Week seven was hard! I'm hoping for some levity for the remaining month of this journey. Although as you said so perfectly in your last sentence, we ARE all so pathetic and beautiful - it's nice to be recognized quirks and all. Here's to a good week 8!!

Anonymous said...

crap girl! you've been having it rough. did you get the massage?

i'm your excited journal sender. shoot me an e-mail with your snail mail, k?

one4lite@yahoo.com

MAHIMA said...

OMG JESSIE!
ofcourse i have visited your blog before!! when you emailed me i didn't realise! but i got here, saw DIARY OF A SELF PORTRAIT and it clicked. :)
i love your blog too!!!!
I'm so excited to receive something from you in the mail!!! :)
also,
I'm a mailartist so i'd like to send you something (small):) maybe a little art. or a little writing.
would you mind sending me your snailmail address as well?
thanks.
love,
mahima.
:):)

June said...

I can really relate to much of what you stated in your post. I am in that "in between place" as well. At other times in my life this would have been considered a form of torture...but not now. Just as you stated, "put your trust in the universe"... it is the same thing as putting trust in ourselves. Thanks for such a good read.
June

Anonymous said...

oh, sweetie. i've read this post before - i don't know why i didn't comment.

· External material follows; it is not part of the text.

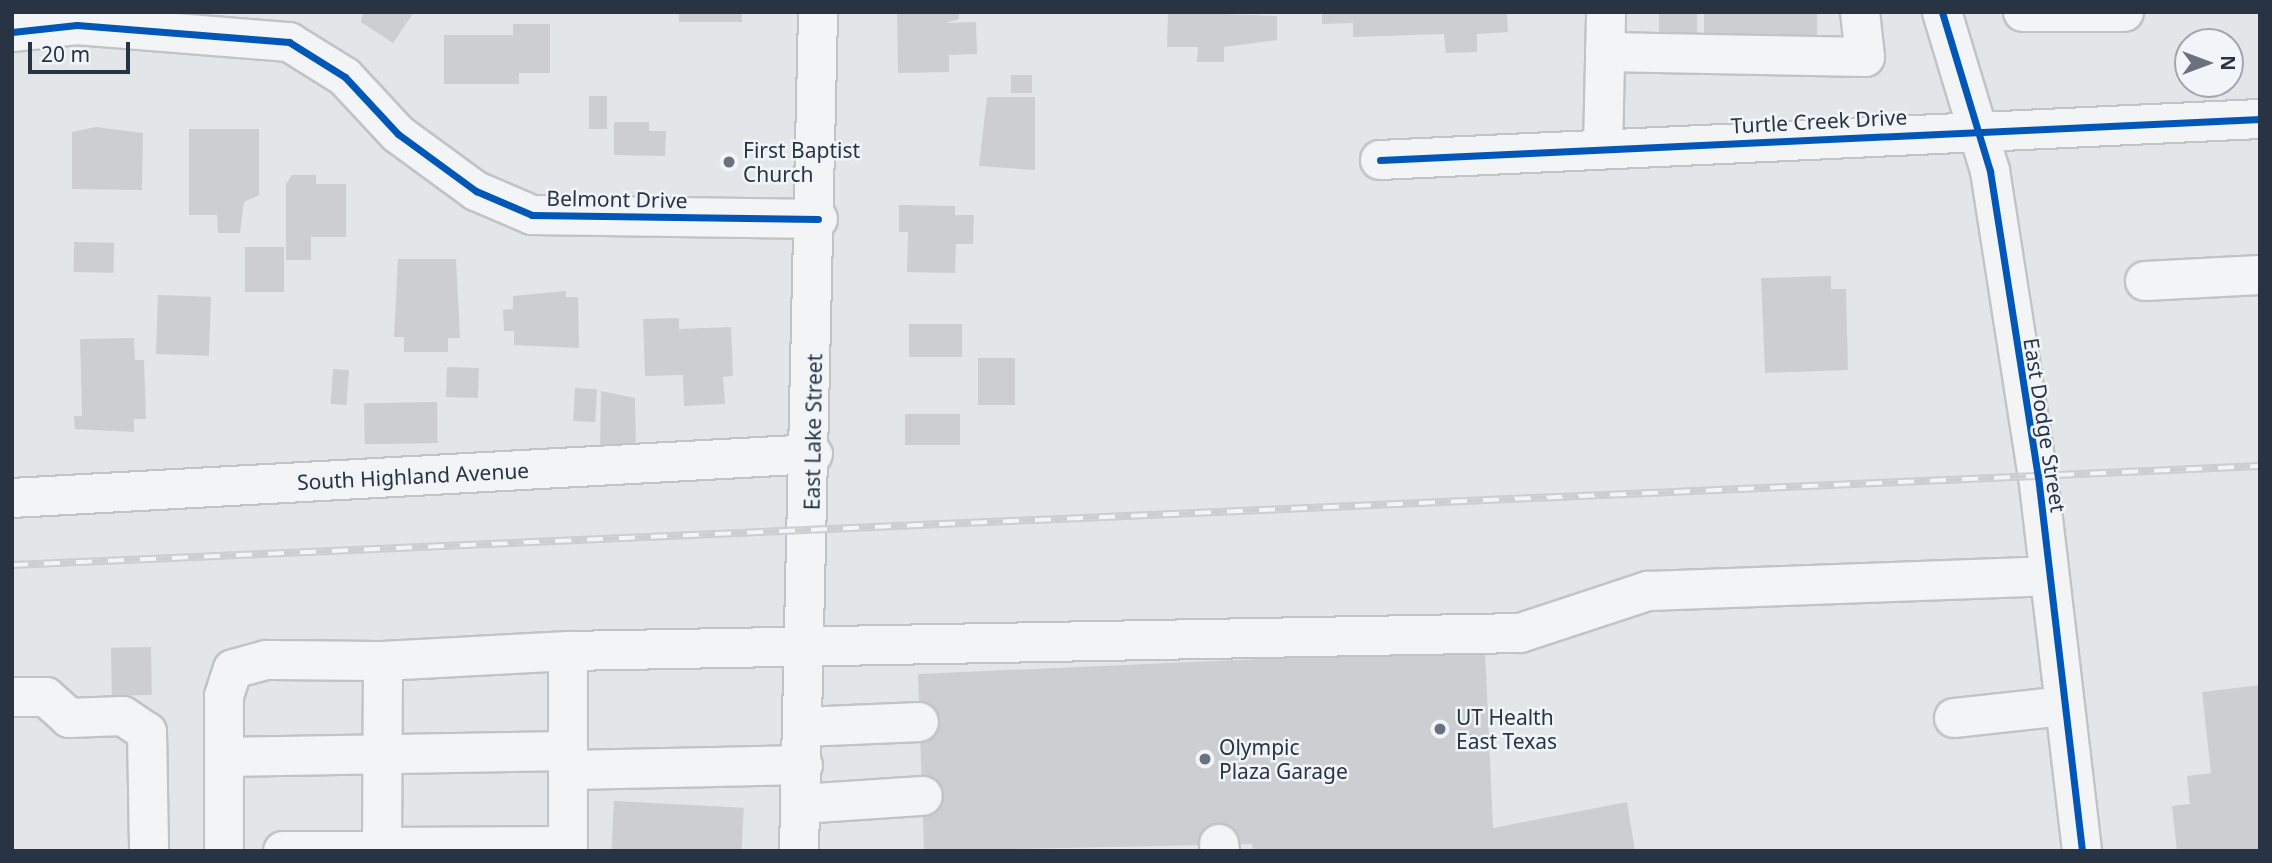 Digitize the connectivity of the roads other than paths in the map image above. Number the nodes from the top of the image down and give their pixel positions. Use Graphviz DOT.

i am with you. i hope that all the pampering you deserve comes your way, soon. i'm going to send you something that may help.

Anonymous said...

Hello,

I'm new to your blog and just find it to be delightful!

I'm not doing the Finding Water book at this point but I love Cameron's works and am enjoying the journey that some of you are taking through it. It is inspiring to see all that you experience.

Thanks for sharing it all here and for doing so in such a profound and beautiful way.